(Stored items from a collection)
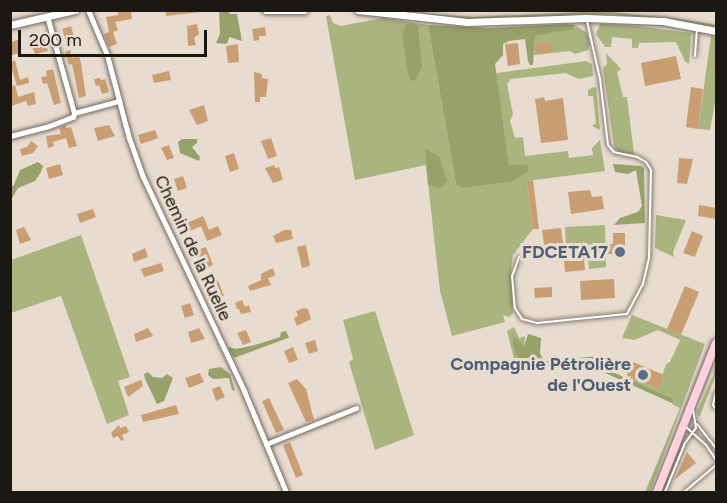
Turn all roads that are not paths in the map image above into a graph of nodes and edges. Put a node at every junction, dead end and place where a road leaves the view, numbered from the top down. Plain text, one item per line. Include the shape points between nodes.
1 (75, 10) edge
2 (88, 10) edge
3 (266, 10) edge
4 (304, 10) edge
5 (358, 10) edge
6 (47, 16) junction
7 (586, 18) junction
8 (10, 25) edge
9 (697, 27) junction
10 (717, 31) edge
11 (695, 56) dead end
12 (119, 101) junction
13 (74, 113) junction
14 (10, 136) edge
15 (519, 257) dead end
16 (717, 342) edge
17 (717, 392) edge
18 (692, 405) junction
19 (356, 408) dead end
20 (717, 410) edge
21 (684, 424) junction
22 (697, 424) junction
23 (692, 435) junction
24 (266, 444) junction
25 (717, 448) edge
26 (717, 460) edge
27 (717, 465) edge
28 (286, 492) edge
29 (657, 492) edge
30 (664, 492) edge
31 (684, 492) edge

1 - 6 street
2 - 12 street, Chemin de la Ruelle via 107,55
3 - 4 street
5 - 7 street via 467,22
6 - 8 street
6 - 13 street
7 - 9 street via 663,21
7 - 15 lane via 600,79 608,145 614,152 646,162 651,170 649,258 643,284 627,314 530,321 522,319 515,308 512,276
9 - 10 street
9 - 11 lane
12 - 13 street
12 - 24 street, Chemin de la Ruelle via 143,177
13 - 14 street via 73,117 49,126
16 - 18 main road
17 - 20 lane via 713,405
18 - 21 main road
18 - 22 lane
19 - 24 street
21 - 23 lane
21 - 29 main road
22 - 23 lane
22 - 25 lane
23 - 26 lane
23 - 30 lane via 685,442
24 - 28 street, Chemin de la Ruelle
27 - 31 lane

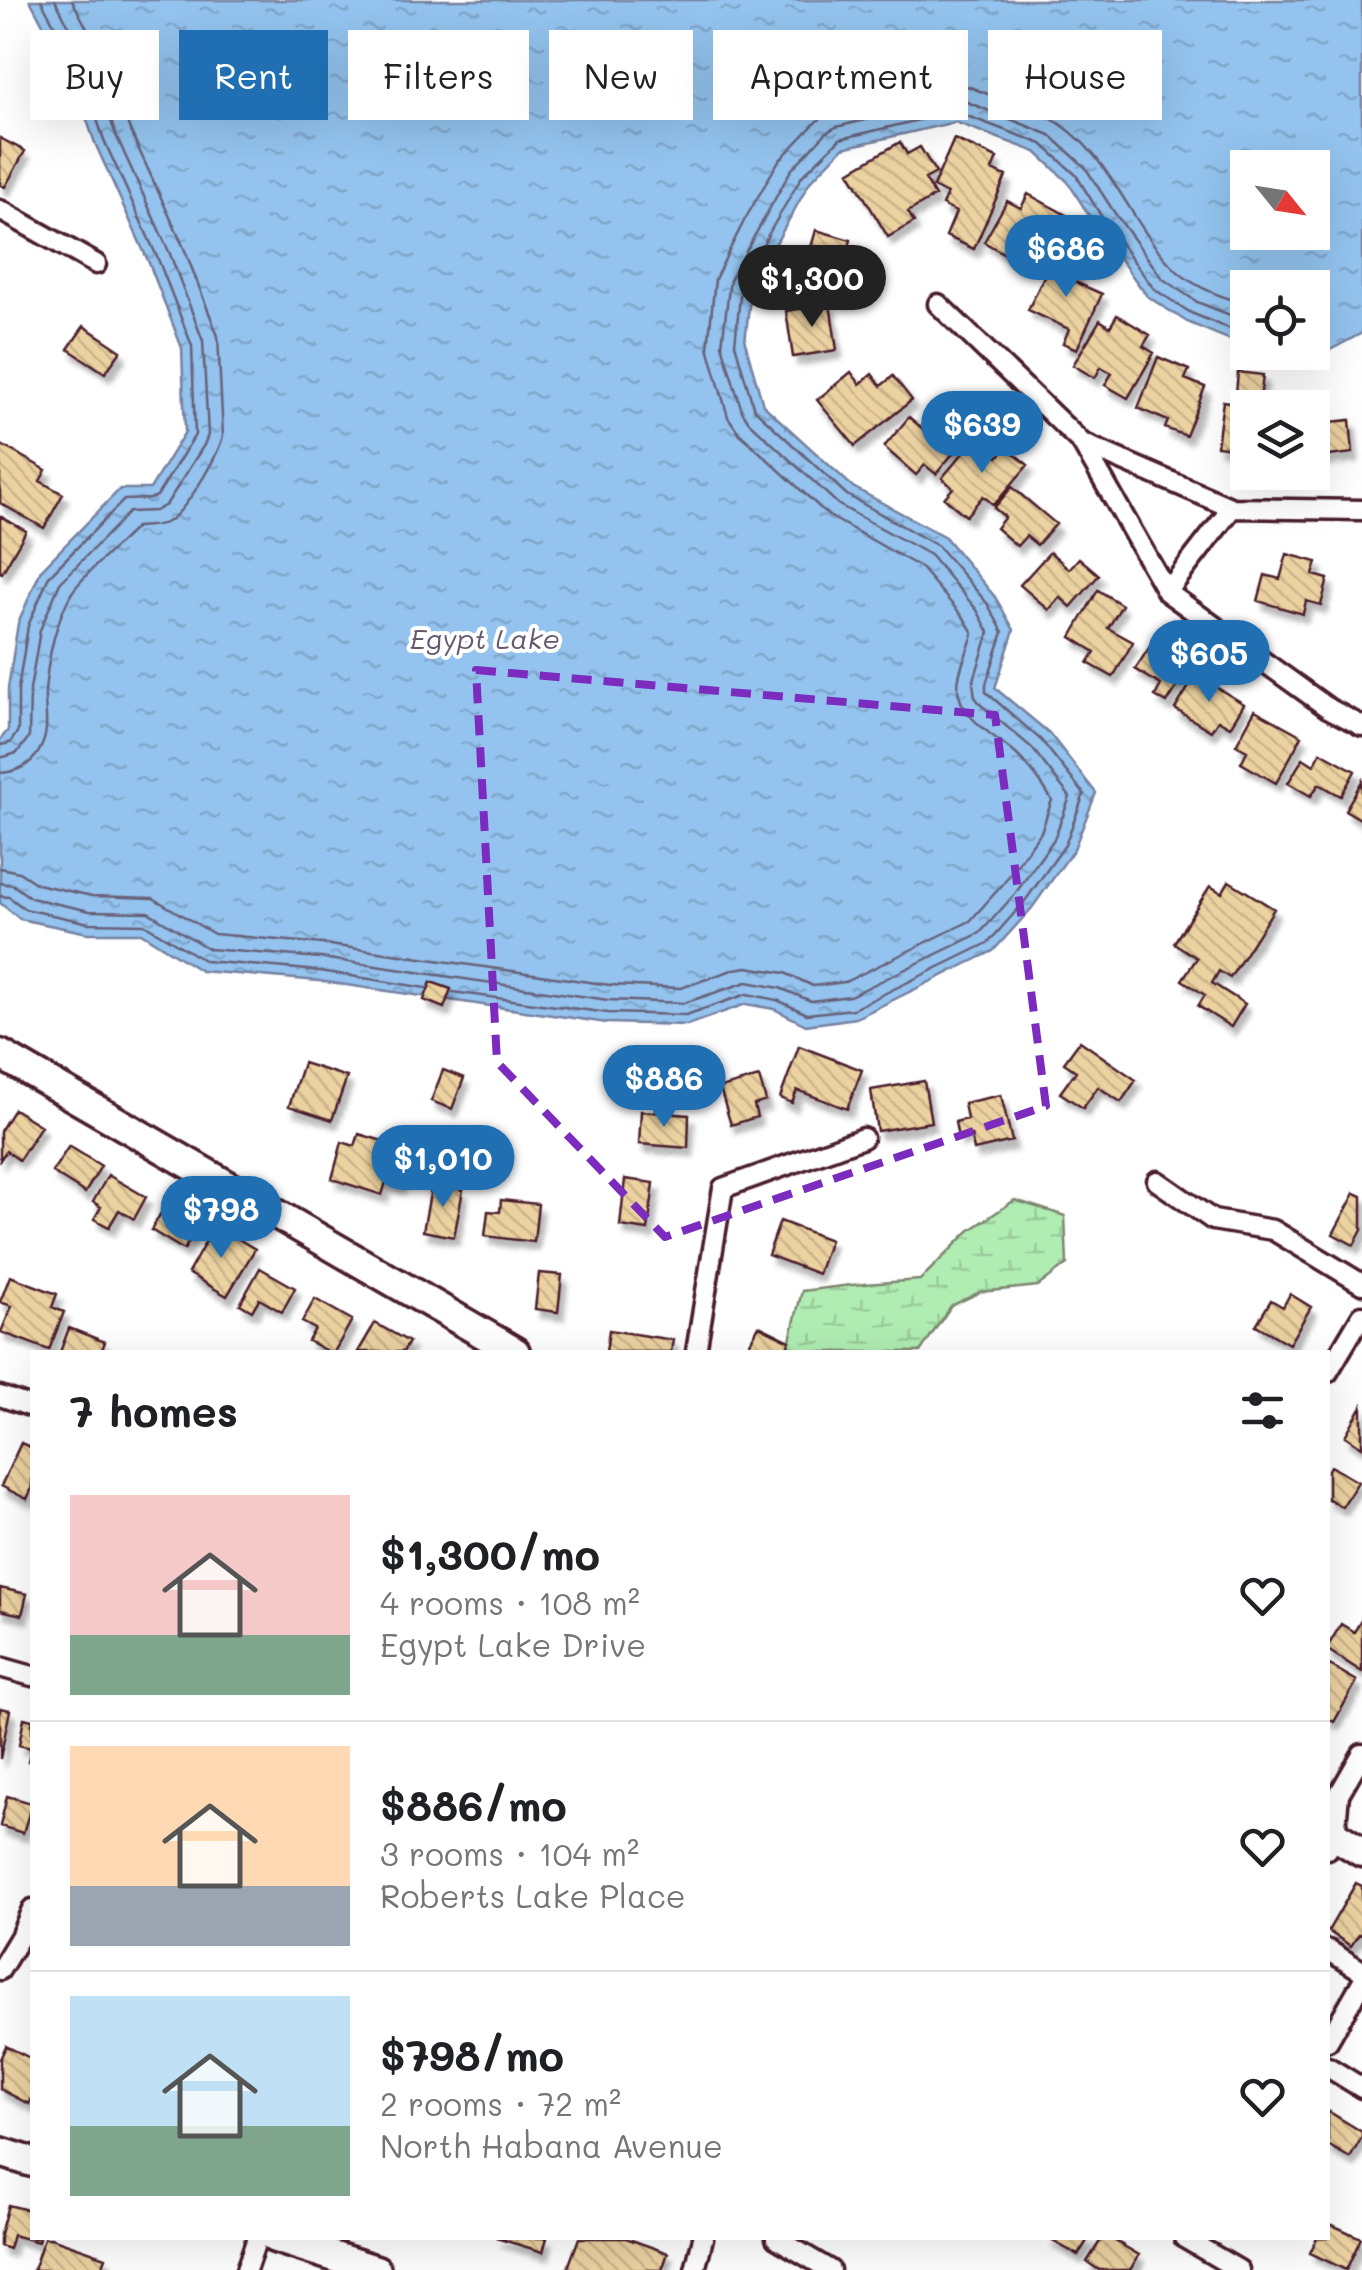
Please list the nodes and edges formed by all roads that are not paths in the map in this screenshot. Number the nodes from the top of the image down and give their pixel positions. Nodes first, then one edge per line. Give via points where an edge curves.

#### WHAT THIS TASK INVOLVES:
Since the pictures are not wanted, set down only the rest of each record, exactly as above.

#### ANSWER FOR THIS EXERCISE:
Turn all roads that are not paths in the map image above into a graph of nodes and edges. Put a node at every junction, dead end and place where a road leaves the view, numbered from the top down. Plain text, one item per line. Include the shape points between nodes.
1 (75, 10) edge
2 (88, 10) edge
3 (266, 10) edge
4 (304, 10) edge
5 (358, 10) edge
6 (47, 16) junction
7 (586, 18) junction
8 (10, 25) edge
9 (697, 27) junction
10 (717, 31) edge
11 (695, 56) dead end
12 (119, 101) junction
13 (74, 113) junction
14 (10, 136) edge
15 (519, 257) dead end
16 (717, 342) edge
17 (717, 392) edge
18 (692, 405) junction
19 (356, 408) dead end
20 (717, 410) edge
21 (684, 424) junction
22 (697, 424) junction
23 (692, 435) junction
24 (266, 444) junction
25 (717, 448) edge
26 (717, 460) edge
27 (717, 465) edge
28 (286, 492) edge
29 (657, 492) edge
30 (664, 492) edge
31 (684, 492) edge

1 - 6 street
2 - 12 street, Chemin de la Ruelle via 107,55
3 - 4 street
5 - 7 street via 467,22
6 - 8 street
6 - 13 street
7 - 9 street via 663,21
7 - 15 lane via 600,79 608,145 614,152 646,162 651,170 649,258 643,284 627,314 530,321 522,319 515,308 512,276
9 - 10 street
9 - 11 lane
12 - 13 street
12 - 24 street, Chemin de la Ruelle via 143,177
13 - 14 street via 73,117 49,126
16 - 18 main road
17 - 20 lane via 713,405
18 - 21 main road
18 - 22 lane
19 - 24 street
21 - 23 lane
21 - 29 main road
22 - 23 lane
22 - 25 lane
23 - 26 lane
23 - 30 lane via 685,442
24 - 28 street, Chemin de la Ruelle
27 - 31 lane

Please list the nodes and edges formed by all roads that are not paths in the map in this screenshot. Number the nodes from the top of the image down and give their pixel positions. Nodes first, then one edge per line. Give via points where an edge curves.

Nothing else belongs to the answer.